Trouble implementing a line-by-line file parser in C++ - c++

I have trouble implementing a simple file parser in C++11 which reads a file line by line and tokenizes the line. It should properly manage its resources. Usage of the parser should be like:
Parser parser;
parser.open("/path/to/file");
std::pair<int> header = parser.getHeader();
while (parser.hasNext()) {
std::vector<int> tokens = parser.getNext();
}
parser.close();
So the Parser class needs one member std::ifstream file (or std::ifstream* file?)
1) How should the constructor initialize this->file?
2) How should the open method set this->file to the input file?
3) How should the next line from the file get loaded into a string?
(Is this what you would use: std::getline(this->file, line)) ?
Can you give some advice?

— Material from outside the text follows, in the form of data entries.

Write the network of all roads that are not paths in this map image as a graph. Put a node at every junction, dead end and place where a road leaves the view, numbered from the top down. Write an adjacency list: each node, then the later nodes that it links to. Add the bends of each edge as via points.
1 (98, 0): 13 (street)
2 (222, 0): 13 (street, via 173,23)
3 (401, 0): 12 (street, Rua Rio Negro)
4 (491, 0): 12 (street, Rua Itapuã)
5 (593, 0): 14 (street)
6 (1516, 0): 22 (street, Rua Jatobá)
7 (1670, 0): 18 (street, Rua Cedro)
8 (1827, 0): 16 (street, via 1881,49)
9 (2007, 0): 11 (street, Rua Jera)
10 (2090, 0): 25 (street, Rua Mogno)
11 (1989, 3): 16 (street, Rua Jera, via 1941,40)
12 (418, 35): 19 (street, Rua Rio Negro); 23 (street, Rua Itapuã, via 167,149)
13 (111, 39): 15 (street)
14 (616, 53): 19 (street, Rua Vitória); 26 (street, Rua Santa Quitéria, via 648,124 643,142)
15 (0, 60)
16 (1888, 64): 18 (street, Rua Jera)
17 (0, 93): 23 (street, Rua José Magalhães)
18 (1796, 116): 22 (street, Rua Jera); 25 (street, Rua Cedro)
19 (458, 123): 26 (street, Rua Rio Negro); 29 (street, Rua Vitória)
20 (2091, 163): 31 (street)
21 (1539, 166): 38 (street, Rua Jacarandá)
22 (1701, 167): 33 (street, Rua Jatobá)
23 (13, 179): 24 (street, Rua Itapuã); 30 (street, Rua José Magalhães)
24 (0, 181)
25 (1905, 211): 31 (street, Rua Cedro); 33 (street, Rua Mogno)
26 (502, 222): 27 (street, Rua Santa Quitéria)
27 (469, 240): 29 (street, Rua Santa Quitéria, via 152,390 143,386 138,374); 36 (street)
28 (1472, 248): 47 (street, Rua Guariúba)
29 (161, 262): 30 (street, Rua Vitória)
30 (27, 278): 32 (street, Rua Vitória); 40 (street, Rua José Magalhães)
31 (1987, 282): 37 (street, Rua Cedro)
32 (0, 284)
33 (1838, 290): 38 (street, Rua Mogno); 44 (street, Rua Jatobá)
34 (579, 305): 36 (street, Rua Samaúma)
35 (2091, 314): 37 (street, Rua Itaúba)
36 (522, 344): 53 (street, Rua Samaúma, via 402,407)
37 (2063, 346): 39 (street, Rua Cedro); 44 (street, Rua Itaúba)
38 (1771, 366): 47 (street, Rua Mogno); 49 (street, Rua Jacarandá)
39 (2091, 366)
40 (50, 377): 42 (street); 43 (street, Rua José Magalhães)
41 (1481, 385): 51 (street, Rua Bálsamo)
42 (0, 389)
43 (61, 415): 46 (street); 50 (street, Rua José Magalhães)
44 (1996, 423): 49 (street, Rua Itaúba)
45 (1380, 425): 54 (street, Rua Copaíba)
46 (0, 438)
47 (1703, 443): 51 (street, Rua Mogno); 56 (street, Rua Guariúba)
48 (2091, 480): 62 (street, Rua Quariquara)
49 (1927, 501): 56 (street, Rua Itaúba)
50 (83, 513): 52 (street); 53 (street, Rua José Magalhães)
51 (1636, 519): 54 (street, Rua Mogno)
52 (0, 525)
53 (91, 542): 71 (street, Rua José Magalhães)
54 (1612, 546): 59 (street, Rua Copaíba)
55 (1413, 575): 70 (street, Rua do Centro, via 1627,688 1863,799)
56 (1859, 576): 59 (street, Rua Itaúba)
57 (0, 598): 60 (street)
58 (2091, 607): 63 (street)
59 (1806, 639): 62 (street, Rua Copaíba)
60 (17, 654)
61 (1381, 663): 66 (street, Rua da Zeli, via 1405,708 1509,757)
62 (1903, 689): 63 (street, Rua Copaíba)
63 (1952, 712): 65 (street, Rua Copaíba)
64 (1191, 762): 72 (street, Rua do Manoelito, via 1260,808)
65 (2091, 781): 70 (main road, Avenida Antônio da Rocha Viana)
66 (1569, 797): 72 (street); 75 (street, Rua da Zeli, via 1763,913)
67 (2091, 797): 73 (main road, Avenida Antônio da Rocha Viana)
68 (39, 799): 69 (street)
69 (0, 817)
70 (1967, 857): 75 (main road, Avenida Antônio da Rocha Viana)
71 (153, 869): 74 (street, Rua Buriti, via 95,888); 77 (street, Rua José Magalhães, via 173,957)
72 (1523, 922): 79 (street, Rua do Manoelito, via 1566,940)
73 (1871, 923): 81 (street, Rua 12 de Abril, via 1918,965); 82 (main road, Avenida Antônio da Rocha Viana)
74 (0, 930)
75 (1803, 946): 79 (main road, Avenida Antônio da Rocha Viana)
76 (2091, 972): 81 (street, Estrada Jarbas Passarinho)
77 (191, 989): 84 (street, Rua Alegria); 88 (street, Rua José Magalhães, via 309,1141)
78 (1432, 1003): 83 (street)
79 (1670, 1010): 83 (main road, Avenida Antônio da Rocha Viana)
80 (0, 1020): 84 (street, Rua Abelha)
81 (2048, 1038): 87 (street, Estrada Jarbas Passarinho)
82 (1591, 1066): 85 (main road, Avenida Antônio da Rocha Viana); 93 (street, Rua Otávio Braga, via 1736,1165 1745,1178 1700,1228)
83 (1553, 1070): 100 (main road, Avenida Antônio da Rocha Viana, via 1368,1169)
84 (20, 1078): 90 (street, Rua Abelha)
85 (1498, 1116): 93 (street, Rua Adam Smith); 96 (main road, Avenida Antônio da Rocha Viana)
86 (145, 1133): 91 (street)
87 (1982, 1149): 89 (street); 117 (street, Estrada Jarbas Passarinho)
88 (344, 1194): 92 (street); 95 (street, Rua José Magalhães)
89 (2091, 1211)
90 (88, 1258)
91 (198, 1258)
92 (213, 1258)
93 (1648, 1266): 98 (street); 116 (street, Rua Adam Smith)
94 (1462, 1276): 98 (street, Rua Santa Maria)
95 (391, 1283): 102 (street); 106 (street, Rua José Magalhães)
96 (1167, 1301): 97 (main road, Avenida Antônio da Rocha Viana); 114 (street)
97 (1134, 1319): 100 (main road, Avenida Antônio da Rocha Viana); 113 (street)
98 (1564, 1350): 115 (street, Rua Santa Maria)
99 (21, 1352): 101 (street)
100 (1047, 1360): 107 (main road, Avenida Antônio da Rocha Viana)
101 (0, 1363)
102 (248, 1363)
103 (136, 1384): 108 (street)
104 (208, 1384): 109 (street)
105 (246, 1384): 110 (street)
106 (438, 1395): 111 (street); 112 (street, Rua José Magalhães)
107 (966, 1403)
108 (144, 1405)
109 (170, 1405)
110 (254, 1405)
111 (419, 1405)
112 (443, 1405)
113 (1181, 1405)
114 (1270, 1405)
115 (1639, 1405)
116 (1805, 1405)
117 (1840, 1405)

Ideally, could you sketch out the class as a code example.

Since the Parser is probably in a pretty useless state once you've constructed it and before you've opened the file, I would suggest having your use case look something like this:
Parser parser("/path/to/file");
std::pair<int> header = parser.getHeader();
while (parser.hasNext()) {
std::vector<int> tokens = parser.getNext();
}
parser.close();
In which case, you should use the constructor's member initialization list to initialise the file member (which, yes, should be of type std::ifstream):
Parser::Parser(std::string file_name)
: file(file_name)
{
// ...
}
If you kept the constructor and open member function separate, you could just leave the constructor as default because the file member will be default constructed giving you a file stream that is not associated with any file. You would then get Parser::open to forward the file name to std::ifstream::open, like so:
void Parser::open(std::string file_name)
{
file.open(file_name);
}
Then, yes, to read lines from the file, you want to use something similar to this:
std::string line;
while (std::getline(file, line)) {
// Do something with line
}
Good job for not falling into the trap of doing while (!file.eof()).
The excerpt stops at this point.